■ THE PROBLEM ■
Report how many lines in the records hold the string "nodes"; give the number and nothing else.
- - -
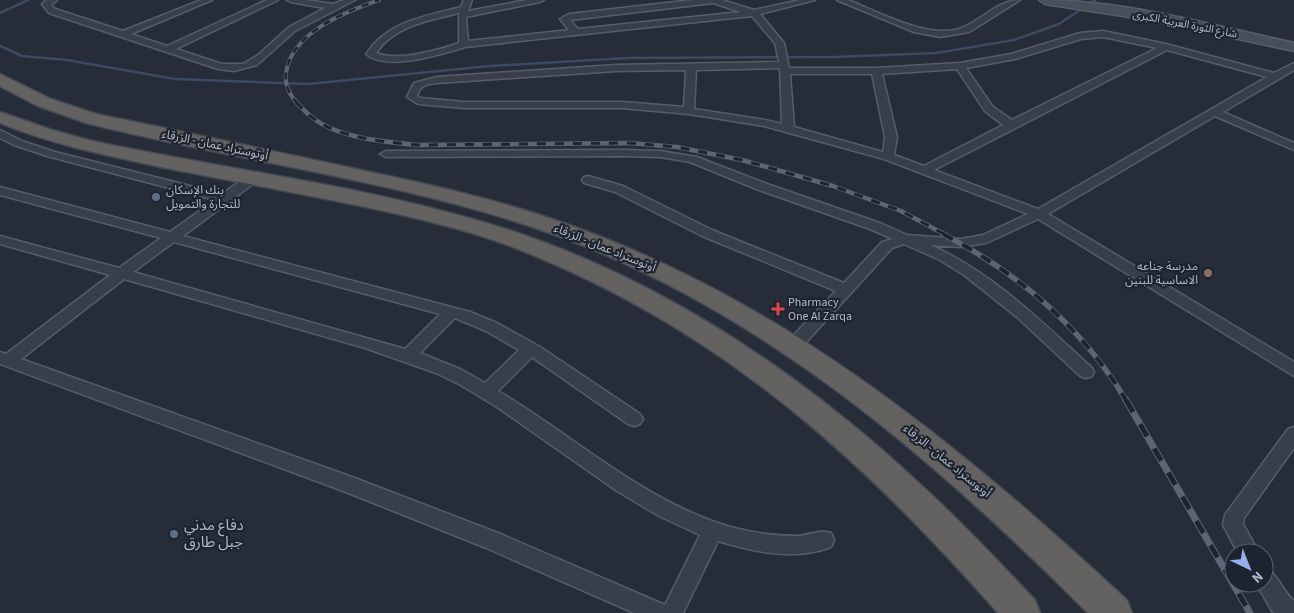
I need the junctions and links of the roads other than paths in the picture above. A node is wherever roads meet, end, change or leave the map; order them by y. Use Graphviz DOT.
graph roads {
  1 [pos="53,0"];
  2 [pos="208,0"];
  3 [pos="274,0"];
  4 [pos="291,0"];
  5 [pos="350,0"];
  6 [pos="540,0"];
  7 [pos="714,0"];
  8 [pos="811,0"];
  9 [pos="841,0"];
  10 [pos="1016,0"];
  11 [pos="1045,0"];
  12 [pos="1068,0"];
  13 [pos="1084,4"];
  14 [pos="334,7"];
  15 [pos="1102,7"];
  16 [pos="465,8"];
  17 [pos="754,13"];
  18 [pos="577,33"];
  19 [pos="124,34"];
  20 [pos="1259,39"];
  21 [pos="1294,43"];
  22 [pos="464,44"];
  23 [pos="1166,47"];
  24 [pos="1294,47"];
  25 [pos="168,49"];
  26 [pos="784,61"];
  27 [pos="1293,63"];
  28 [pos="960,66"];
  29 [pos="691,67"];
  30 [pos="876,71"];
  31 [pos="1277,77"];
  32 [pos="0,79"];
  33 [pos="689,111"];
  34 [pos="1215,112"];
  35 [pos="1011,125"];
  36 [pos="4,126"];
  37 [pos="788,128"];
  38 [pos="1294,147"];
  39 [pos="386,154"];
  40 [pos="888,157"];
  41 [pos="926,170"];
  42 [pos="253,178"];
  43 [pos="588,180"];
  44 [pos="0,191"];
  45 [pos="226,199"];
  46 [pos="1039,214"];
  47 [pos="172,237"];
  48 [pos="907,239"];
  49 [pos="0,240"];
  50 [pos="121,274"];
  51 [pos="846,289"];
  52 [pos="452,312"];
  53 [pos="794,344"];
  54 [pos="530,349"];
  55 [pos="407,356"];
  56 [pos="4,360"];
  57 [pos="1294,370"];
  58 [pos="1086,372"];
  59 [pos="486,392"];
  60 [pos="634,419"];
  61 [pos="1294,434"];
  62 [pos="713,531"];
  63 [pos="824,540"];
  64 [pos="1243,543"];
  65 [pos="1273,593"];
  66 [pos="659,613"];
  67 [pos="672,613"];
  68 [pos="1022,613"];
  69 [pos="1114,613"];
  70 [pos="1292,613"];
  1 -- 19 [label="street"];
  2 -- 19 [label="street"];
  3 -- 25 [label="street"];
  4 -- 14 [label="street"];
  5 -- 14 [label="street"];
  6 -- 16 [label="street"];
  7 -- 17 [label="street"];
  7 -- 18 [label="street"];
  8 -- 17 [label="street"];
  9 -- 10 [label="street"];
  11 -- 13 [label="main road, شارع الثورة العربية الكبرى"];
  12 -- 13 [label="main road, شارع الثورة العربية الكبرى"];
  13 -- 15 [label="main road, شارع الثورة العربية الكبرى"];
  14 -- 25 [label="street"];
  15 -- 20 [label="main road, شارع الثورة العربية الكبرى"];
  15 -- 21 [label="main road, شارع الثورة العربية الكبرى"];
  16 -- 22 [label="street"];
  16 -- 22 [label="street"];
  17 -- 18 [label="street"];
  17 -- 26 [label="street"];
  18 -- 22 [label="street"];
  19 -- 25 [label="street"];
  20 -- 24 [label="main road, شارع الثورة العربية الكبرى"];
  20 -- 27 [label="main road"];
  23 -- 28 [label="street"];
  23 -- 31 [label="street"];
  23 -- 35 [label="street"];
  26 -- 29 [label="street"];
  26 -- 30 [label="street"];
  26 -- 37 [label="street"];
  27 -- 31 [label="street"];
  28 -- 30 [label="street"];
  28 -- 35 [label="street"];
  29 -- 33 [label="street"];
  29 -- 33 [label="street"];
  30 -- 40 [label="street"];
  31 -- 34 [label="street"];
  32 -- 53 [label="highway, أوتوستراد عمان - الزرقاء"];
  33 -- 37 [label="street"];
  34 -- 38 [label="street"];
  34 -- 46 [label="street"];
  35 -- 41 [label="street"];
  36 -- 42 [label="highway, أوتوستراد عمان - الزرقاء"];
  36 -- 45 [label="street"];
  37 -- 40 [label="street"];
  39 -- 48 [label="street"];
  40 -- 41 [label="street"];
  41 -- 46 [label="street"];
  42 -- 45 [label="street"];
  42 -- 68 [label="highway, أوتوستراد عمان - الزرقاء"];
  43 -- 51 [label="street"];
  44 -- 47 [label="street"];
  45 -- 47 [label="street"];
  46 -- 48 [label="street"];
  46 -- 57 [label="street"];
  47 -- 50 [label="street"];
  47 -- 52 [label="street"];
  48 -- 51 [label="street"];
  48 -- 58 [label="street"];
  49 -- 50 [label="street"];
  50 -- 55 [label="street"];
  50 -- 56 [label="street"];
  51 -- 53 [label="street"];
  52 -- 54 [label="street"];
  52 -- 55 [label="street"];
  53 -- 69 [label="highway, أوتوستراد عمان - الزرقاء"];
  54 -- 59 [label="street"];
  54 -- 60 [label="street"];
  55 -- 59 [label="street"];
  56 -- 66 [label="street"];
  59 -- 62 [label="street"];
  61 -- 64 [label="street"];
  62 -- 63 [label="street"];
  62 -- 67 [label="street"];
  65 -- 70 [label="street"];
}
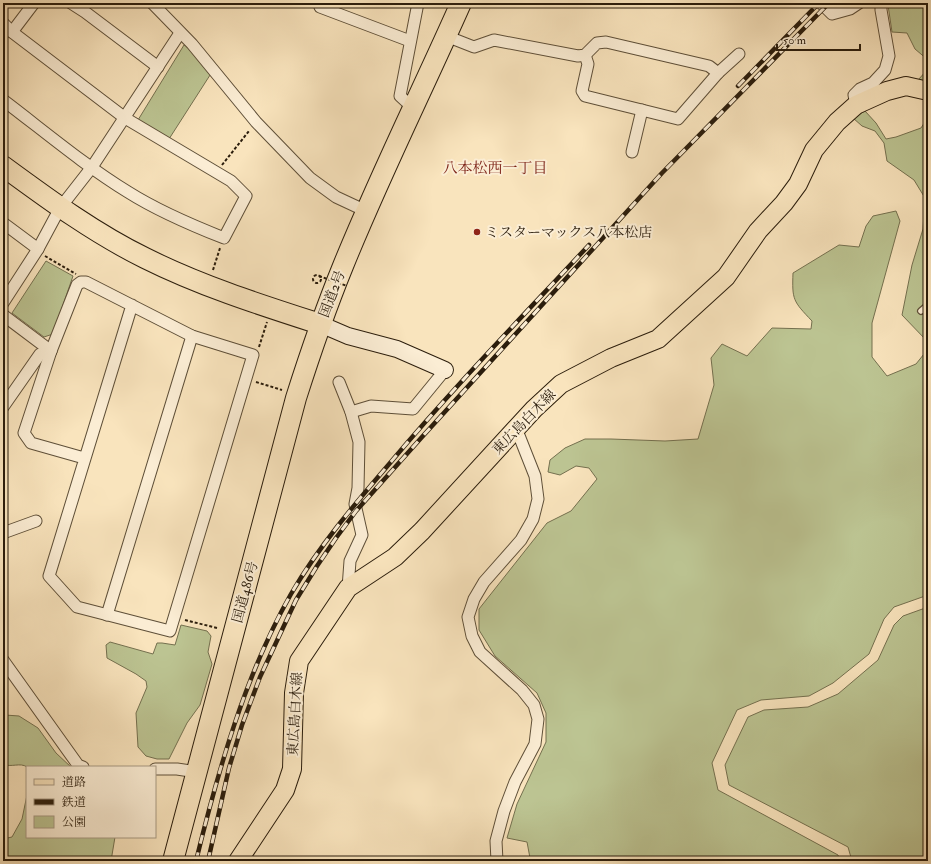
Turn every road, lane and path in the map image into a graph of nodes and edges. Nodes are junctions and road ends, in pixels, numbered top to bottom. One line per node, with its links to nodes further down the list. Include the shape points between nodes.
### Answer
1 (34, 3): 11 (street)
2 (71, 3): 17 (street)
3 (152, 3): 12 (street)
4 (418, 3): 14 (street)
5 (461, 3): 13 (highway, 国道2号)
6 (821, 3): 7 (street, via 832,14 850,9)
7 (859, 3)
8 (881, 3): 21 (street, via 889,56 885,70 873,83 854,95)
9 (320, 7): 14 (street)
10 (3, 23): 11 (street)
11 (12, 32): 24 (street)
12 (180, 33): 17 (street); 25 (street)
13 (446, 36): 16 (street, via 474,47 494,40 578,56); 22 (highway, 国道2号)
14 (410, 41): 22 (street, via 400,96)
15 (739, 54): 18 (street)
16 (585, 55): 18 (street, via 597,43 606,42 709,66); 23 (street, via 588,64 582,91 585,96)
17 (158, 67): 24 (street)
18 (718, 73): 23 (street, via 678,119)
19 (928, 91): 21 (main road, 東広島白木線, via 906,86)
20 (3, 100): 28 (street)
21 (856, 104): 57 (main road, 東広島白木線, via 814,150 798,184 758,231 726,277 658,339 611,358 561,384)
22 (413, 108): 31 (highway, 国道2号)
23 (642, 110): 26 (street)
24 (125, 118): 28 (street); 29 (street)
25 (256, 122): 29 (path); 31 (street, via 310,178 336,197)
26 (632, 152)
27 (3, 166): 30 (highway, 国道2号)
28 (92, 167): 30 (street); 33 (street, via 128,192 187,224)
29 (216, 172): 33 (street, via 231,181 246,196)
30 (60, 208): 34 (street); 47 (highway, 国道2号, via 144,257 188,278)
31 (366, 211): 47 (highway, 国道2号)
32 (3, 223): 34 (street)
33 (224, 238): 35 (path)
34 (41, 252): 38 (path, via 76,274); 41 (street)
35 (211, 276)
36 (319, 276): 37 (path); 37 (path, via 321,279 317,283 313,281); 40 (path, bridge)
37 (314, 277): 39 (path, via 312,281)
38 (81, 282): 42 (street, via 86,282); 49 (street, via 77,285)
39 (315, 285)
40 (347, 286)
41 (4, 299)
42 (132, 305): 48 (street); 58 (street)
43 (928, 305): 44 (lane)
44 (921, 311)
45 (3, 314): 49 (street)
46 (268, 319): 50 (path, via 258,350)
47 (320, 324): 51 (street, via 348,336 397,349); 68 (highway, 国道486号, via 296,398)
48 (192, 336): 50 (street); 62 (street)
49 (51, 351): 55 (street, via 40,354); 58 (street, via 24,433 32,443)
50 (253, 355): 52 (street)
51 (445, 370): 56 (street, via 413,409 371,406)
52 (246, 379): 54 (path); 63 (street)
53 (339, 382): 56 (street)
54 (285, 391)
55 (3, 407)
56 (351, 412): 61 (street, via 359,442 355,504 362,535 350,561)
57 (516, 428): 61 (main road, 東広島白木線, via 395,558); 71 (street, via 535,476 538,499 533,518 521,540 484,582 474,599 468,617 472,636 480,652 522,690 534,705 538,719 535,744 514,782 504,811 496,841)
58 (84, 458): 62 (street, via 49,576 77,607)
59 (36, 521): 60 (street)
60 (3, 533)
61 (348, 588): 70 (main road, 東広島白木線, via 299,661 294,693 292,769 285,790)
62 (107, 615): 63 (street, via 170,631)
63 (174, 617): 64 (path)
64 (217, 628)
65 (3, 660): 66 (street)
66 (80, 766)
67 (156, 769): 68 (street)
68 (197, 772): 69 (highway, 国道486号)
69 (173, 861)
70 (238, 861)
71 (497, 861)

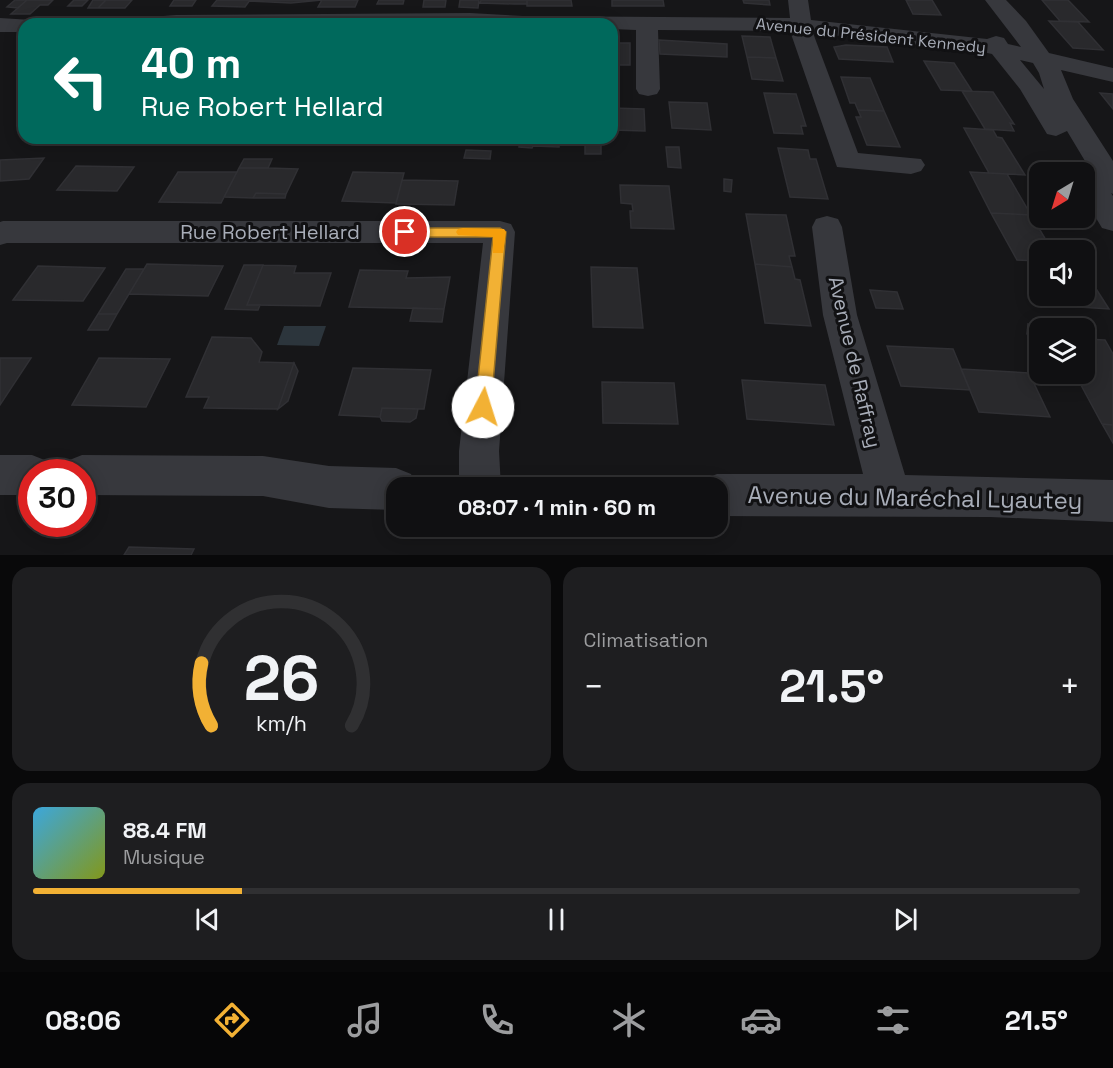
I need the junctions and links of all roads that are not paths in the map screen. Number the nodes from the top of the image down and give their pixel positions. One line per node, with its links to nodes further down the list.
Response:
1 (978, 0): 8 (street)
2 (995, 0): 9 (street)
3 (798, 12): 5 (street, Avenue du Président Kennedy); 8 (street, Avenue du Président Kennedy); 13 (street)
4 (618, 23): 5 (street, Avenue du Président Kennedy)
5 (646, 23): 11 (street)
6 (0, 25): 7 (street)
7 (18, 25)
8 (998, 48): 9 (street, Avenue du Président Kennedy); 12 (street)
9 (1041, 58): 10 (street, Avenue du Président Kennedy); 14 (street)
10 (1113, 75)
11 (648, 89)
12 (1077, 162)
13 (911, 165)
14 (1113, 184)
15 (1095, 191): 16 (street)
16 (1113, 220)
17 (827, 227): 23 (street, Avenue de Raffray)
18 (0, 234): 20 (street, Rue Robert Hellard)
19 (96, 475): 21 (street)
20 (480, 477)
21 (386, 489)
22 (728, 495): 23 (street, Avenue du Maréchal Lyautey)
23 (890, 496): 24 (street, Avenue du Maréchal Lyautey)
24 (1113, 501)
- - -
■ EXERCISE SOLUTION ■
2